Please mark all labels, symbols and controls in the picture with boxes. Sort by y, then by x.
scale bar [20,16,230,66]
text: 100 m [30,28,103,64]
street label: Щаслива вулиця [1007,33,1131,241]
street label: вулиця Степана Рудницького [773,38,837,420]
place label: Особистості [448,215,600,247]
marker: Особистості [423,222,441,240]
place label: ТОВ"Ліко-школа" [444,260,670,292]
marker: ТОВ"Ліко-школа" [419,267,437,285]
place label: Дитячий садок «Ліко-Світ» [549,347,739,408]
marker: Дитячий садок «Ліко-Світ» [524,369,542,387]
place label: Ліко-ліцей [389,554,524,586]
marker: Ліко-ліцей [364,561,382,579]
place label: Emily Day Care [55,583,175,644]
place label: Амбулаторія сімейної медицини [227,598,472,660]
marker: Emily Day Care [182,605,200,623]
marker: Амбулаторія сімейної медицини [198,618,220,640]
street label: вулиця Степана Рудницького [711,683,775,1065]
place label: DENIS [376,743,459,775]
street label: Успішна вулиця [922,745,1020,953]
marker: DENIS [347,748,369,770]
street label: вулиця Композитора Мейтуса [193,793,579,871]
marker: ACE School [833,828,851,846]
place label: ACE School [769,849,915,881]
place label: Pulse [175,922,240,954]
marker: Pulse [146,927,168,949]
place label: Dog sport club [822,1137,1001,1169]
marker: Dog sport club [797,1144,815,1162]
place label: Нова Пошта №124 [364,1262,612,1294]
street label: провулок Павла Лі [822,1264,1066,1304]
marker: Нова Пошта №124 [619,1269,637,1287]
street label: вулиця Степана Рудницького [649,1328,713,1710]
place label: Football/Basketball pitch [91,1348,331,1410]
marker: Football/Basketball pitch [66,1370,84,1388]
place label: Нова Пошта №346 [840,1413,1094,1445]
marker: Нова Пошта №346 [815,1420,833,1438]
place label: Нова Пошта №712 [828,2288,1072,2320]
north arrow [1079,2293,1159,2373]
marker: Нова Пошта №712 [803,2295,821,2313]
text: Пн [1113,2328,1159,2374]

- - - - -

**What you need to do:** Looking at the entries above, count the lines that hold the string "sport" and reply with the count alone.

**Task solution:** 2